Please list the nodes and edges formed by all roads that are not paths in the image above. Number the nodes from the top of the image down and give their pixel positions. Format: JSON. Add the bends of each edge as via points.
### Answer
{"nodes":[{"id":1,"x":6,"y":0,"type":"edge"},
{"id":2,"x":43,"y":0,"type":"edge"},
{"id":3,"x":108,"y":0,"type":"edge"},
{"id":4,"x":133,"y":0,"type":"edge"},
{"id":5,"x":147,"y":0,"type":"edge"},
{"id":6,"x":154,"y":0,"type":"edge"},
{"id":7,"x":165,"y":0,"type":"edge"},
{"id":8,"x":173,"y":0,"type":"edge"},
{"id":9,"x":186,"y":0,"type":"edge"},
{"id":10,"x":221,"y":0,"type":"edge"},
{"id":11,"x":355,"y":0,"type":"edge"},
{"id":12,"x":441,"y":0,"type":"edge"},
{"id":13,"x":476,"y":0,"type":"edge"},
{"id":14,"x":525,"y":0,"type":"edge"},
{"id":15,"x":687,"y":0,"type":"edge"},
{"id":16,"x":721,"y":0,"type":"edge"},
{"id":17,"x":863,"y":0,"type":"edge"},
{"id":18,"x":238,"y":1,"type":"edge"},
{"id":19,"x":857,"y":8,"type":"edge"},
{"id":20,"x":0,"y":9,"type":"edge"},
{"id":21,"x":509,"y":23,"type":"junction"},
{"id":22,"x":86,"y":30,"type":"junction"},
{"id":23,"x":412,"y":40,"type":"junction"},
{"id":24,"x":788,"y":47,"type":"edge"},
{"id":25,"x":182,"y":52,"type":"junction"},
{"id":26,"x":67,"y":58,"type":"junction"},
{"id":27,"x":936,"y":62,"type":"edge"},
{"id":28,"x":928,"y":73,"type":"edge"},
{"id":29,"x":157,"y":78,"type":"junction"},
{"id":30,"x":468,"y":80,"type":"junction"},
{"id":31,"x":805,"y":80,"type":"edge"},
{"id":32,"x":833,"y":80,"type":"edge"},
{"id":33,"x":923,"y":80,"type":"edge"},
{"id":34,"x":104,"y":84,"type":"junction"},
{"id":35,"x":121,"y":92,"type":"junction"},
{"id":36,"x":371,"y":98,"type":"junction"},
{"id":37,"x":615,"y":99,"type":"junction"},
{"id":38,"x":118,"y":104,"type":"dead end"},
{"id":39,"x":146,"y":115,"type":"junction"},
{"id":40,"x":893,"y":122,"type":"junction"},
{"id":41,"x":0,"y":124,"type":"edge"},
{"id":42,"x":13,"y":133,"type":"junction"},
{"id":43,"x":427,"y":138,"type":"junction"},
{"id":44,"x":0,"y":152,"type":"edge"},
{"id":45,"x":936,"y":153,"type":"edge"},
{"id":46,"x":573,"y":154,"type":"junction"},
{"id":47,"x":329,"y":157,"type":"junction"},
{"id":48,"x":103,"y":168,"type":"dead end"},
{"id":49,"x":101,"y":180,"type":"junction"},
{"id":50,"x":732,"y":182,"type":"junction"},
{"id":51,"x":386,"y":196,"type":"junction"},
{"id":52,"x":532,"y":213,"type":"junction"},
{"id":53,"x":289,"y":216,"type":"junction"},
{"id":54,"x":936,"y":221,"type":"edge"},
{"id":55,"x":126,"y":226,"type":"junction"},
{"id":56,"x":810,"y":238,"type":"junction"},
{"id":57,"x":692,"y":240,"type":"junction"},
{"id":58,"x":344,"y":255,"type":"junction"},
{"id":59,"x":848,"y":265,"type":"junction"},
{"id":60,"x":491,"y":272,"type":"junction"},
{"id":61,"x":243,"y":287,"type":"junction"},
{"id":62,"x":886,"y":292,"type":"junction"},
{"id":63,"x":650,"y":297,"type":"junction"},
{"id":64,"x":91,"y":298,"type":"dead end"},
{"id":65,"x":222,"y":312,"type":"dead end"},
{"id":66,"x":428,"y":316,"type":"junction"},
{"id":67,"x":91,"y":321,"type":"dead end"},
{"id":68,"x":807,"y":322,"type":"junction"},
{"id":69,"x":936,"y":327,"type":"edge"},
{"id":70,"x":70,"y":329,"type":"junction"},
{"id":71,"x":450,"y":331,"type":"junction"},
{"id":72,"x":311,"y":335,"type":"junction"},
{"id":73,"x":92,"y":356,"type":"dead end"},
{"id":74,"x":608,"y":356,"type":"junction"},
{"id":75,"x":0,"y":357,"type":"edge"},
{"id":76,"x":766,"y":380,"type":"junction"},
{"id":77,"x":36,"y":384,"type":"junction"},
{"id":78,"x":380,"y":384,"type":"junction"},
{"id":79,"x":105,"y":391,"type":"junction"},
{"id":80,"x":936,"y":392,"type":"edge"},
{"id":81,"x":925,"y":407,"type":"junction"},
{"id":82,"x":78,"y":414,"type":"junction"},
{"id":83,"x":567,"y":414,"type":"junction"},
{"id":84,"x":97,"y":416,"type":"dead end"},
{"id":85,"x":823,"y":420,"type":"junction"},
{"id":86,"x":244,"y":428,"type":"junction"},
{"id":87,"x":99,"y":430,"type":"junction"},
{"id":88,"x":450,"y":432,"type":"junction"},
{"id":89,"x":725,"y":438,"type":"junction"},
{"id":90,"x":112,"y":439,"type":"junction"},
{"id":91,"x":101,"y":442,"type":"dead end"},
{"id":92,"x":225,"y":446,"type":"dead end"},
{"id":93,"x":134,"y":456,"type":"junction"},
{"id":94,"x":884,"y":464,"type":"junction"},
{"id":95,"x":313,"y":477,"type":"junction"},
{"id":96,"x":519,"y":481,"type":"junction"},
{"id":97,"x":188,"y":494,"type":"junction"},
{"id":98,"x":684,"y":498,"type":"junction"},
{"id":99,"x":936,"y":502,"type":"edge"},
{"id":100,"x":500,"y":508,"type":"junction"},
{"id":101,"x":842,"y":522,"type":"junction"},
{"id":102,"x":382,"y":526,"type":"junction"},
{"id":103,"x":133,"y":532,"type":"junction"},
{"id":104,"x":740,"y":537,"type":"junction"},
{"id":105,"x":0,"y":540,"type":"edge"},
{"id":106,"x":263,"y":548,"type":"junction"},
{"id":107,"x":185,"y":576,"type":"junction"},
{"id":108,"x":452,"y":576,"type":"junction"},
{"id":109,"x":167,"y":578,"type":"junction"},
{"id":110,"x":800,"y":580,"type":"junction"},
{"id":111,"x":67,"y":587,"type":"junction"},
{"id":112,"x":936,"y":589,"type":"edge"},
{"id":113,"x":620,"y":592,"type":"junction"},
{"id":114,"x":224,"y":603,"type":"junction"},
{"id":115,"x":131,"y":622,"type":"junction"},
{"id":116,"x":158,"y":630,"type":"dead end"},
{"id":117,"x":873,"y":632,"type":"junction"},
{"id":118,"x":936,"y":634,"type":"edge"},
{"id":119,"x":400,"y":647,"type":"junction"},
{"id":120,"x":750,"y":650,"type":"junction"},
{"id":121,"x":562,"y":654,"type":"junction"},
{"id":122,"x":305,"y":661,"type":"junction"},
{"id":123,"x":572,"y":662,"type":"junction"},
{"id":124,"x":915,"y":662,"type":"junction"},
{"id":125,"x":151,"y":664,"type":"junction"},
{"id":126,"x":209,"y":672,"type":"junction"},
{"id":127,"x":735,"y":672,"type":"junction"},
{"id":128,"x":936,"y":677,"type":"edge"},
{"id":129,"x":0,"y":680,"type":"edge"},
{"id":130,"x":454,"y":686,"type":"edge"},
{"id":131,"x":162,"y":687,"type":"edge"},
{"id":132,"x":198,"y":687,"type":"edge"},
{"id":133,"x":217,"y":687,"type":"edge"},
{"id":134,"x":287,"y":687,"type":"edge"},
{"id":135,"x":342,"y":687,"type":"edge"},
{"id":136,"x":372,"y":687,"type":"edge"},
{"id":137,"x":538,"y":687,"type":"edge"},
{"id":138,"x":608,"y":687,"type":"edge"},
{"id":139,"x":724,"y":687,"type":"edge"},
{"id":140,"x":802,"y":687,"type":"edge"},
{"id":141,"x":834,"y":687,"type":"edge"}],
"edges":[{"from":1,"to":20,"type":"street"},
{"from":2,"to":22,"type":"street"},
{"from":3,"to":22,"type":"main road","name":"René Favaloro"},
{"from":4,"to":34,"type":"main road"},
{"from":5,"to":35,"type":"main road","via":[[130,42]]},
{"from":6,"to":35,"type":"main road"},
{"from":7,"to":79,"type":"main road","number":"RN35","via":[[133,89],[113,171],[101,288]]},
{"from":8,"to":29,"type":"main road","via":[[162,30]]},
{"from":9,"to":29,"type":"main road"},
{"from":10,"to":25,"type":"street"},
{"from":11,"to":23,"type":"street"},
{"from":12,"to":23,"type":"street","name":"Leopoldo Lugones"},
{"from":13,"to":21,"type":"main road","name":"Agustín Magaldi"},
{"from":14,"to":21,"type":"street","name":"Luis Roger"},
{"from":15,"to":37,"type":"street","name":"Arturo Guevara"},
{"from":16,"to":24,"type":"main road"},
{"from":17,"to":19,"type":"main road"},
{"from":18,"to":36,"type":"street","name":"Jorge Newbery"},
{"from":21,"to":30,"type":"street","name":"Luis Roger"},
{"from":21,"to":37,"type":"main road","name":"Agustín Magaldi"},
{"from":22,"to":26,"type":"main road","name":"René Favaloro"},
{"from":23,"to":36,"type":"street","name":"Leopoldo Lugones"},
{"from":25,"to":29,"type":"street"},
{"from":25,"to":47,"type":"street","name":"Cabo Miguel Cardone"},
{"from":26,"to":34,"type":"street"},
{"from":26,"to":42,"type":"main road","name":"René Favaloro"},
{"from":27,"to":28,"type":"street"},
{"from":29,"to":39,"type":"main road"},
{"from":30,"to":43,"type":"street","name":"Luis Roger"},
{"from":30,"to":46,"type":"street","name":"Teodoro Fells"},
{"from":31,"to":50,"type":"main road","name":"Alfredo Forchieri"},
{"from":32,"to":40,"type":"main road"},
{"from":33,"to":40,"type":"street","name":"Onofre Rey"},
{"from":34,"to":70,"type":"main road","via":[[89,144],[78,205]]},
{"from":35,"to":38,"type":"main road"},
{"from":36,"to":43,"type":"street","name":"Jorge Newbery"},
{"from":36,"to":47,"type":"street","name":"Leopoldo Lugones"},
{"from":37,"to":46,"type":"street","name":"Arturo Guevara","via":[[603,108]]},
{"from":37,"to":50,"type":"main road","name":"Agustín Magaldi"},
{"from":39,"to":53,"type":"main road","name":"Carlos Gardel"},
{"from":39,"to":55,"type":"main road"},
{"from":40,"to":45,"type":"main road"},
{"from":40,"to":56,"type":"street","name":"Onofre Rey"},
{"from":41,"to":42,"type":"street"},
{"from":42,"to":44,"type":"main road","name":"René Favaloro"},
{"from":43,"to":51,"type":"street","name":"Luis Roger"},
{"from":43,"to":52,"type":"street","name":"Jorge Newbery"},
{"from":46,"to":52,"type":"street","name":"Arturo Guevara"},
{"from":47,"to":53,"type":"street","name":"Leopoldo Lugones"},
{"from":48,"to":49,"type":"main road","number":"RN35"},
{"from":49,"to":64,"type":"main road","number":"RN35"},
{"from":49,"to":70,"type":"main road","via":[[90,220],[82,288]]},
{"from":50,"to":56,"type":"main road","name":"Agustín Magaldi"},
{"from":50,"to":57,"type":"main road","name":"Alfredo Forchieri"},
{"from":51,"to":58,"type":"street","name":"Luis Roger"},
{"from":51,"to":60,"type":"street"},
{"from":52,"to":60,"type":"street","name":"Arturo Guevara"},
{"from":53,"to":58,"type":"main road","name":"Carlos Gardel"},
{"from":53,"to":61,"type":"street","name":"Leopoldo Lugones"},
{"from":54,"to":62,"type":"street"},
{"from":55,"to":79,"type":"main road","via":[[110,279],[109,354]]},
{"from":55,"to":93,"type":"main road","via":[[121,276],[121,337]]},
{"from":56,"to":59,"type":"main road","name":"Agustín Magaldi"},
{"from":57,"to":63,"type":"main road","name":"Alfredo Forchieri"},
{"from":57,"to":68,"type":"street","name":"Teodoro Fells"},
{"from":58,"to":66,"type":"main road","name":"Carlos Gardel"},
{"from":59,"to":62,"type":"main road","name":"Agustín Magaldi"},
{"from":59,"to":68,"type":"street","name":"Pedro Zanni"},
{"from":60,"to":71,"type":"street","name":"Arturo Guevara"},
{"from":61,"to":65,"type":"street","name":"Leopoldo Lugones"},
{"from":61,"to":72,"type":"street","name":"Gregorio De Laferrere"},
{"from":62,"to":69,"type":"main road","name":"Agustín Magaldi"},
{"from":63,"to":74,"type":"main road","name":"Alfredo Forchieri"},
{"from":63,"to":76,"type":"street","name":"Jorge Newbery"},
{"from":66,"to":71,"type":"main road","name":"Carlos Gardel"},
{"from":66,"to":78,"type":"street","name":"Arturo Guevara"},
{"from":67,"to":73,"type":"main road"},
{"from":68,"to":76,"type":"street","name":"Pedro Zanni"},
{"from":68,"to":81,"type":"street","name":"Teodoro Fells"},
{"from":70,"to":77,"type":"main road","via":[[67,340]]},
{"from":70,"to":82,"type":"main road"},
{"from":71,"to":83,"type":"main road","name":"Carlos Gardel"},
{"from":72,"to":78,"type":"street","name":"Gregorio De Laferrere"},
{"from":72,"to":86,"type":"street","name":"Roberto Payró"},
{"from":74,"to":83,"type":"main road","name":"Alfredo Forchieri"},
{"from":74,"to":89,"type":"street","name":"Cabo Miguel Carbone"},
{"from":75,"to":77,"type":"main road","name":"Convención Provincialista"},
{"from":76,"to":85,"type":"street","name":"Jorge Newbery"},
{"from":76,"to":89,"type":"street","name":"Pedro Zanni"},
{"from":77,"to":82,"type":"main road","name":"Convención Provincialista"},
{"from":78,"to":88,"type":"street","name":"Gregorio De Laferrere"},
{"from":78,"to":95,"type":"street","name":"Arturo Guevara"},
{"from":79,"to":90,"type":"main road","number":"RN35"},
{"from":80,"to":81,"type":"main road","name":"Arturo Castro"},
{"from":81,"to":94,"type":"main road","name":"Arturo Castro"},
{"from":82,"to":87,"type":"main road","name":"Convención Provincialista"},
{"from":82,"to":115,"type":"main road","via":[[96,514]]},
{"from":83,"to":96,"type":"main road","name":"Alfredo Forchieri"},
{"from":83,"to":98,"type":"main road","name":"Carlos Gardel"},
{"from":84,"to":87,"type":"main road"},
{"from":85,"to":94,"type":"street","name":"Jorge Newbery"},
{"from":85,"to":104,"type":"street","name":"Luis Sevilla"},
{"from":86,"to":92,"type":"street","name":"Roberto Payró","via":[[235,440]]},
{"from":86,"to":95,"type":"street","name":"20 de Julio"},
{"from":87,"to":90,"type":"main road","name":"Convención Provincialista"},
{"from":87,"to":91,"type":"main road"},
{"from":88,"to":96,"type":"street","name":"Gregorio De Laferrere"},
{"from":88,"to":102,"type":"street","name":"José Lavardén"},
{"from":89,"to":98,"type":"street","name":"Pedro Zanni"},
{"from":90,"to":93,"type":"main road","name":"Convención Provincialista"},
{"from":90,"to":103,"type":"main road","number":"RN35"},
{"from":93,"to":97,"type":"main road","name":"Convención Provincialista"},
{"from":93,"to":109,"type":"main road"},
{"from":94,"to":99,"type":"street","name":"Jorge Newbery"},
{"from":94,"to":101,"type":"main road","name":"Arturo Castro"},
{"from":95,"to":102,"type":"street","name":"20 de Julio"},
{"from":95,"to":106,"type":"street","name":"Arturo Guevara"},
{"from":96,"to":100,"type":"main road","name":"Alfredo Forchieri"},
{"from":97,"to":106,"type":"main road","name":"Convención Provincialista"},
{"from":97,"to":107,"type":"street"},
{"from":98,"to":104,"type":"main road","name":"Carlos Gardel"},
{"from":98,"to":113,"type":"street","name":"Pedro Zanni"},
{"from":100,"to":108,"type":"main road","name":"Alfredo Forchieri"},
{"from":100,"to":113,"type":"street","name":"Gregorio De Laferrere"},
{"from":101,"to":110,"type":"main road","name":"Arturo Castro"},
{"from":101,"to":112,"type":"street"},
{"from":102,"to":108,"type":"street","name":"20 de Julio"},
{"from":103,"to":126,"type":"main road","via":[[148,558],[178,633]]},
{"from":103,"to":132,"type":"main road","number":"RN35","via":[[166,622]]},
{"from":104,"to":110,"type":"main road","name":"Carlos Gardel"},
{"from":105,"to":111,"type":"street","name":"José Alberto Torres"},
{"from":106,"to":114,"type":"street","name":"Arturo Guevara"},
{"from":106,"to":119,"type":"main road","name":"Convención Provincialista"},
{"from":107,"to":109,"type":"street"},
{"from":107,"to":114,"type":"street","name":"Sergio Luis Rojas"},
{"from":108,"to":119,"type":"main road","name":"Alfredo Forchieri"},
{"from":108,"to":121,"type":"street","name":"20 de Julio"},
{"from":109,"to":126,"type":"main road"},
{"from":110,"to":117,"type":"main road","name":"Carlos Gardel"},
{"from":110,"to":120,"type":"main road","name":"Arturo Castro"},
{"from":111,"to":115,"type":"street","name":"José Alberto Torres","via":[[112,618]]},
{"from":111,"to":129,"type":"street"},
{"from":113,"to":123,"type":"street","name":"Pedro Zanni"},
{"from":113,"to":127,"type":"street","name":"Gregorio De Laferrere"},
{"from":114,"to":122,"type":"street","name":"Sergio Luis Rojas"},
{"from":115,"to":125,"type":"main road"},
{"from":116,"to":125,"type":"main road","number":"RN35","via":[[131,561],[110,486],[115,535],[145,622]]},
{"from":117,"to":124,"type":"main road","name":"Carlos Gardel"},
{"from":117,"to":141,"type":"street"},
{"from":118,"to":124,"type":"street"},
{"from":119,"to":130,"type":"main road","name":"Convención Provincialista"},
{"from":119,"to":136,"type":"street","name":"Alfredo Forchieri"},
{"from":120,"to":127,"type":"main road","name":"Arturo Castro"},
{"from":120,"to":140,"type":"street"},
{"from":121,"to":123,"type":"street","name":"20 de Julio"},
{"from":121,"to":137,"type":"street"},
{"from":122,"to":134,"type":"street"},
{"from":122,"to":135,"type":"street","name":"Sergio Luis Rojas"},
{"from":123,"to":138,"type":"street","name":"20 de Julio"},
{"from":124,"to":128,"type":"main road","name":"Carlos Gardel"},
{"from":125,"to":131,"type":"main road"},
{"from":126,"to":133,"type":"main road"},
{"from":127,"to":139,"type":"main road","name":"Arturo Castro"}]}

### [What you have to do]
Go through the records above, find every line with the word "Sergio", and list those lines.

### [Expected output]
{"from":107,"to":114,"type":"street","name":"Sergio Luis Rojas"},
{"from":114,"to":122,"type":"street","name":"Sergio Luis Rojas"},
{"from":122,"to":135,"type":"street","name":"Sergio Luis Rojas"},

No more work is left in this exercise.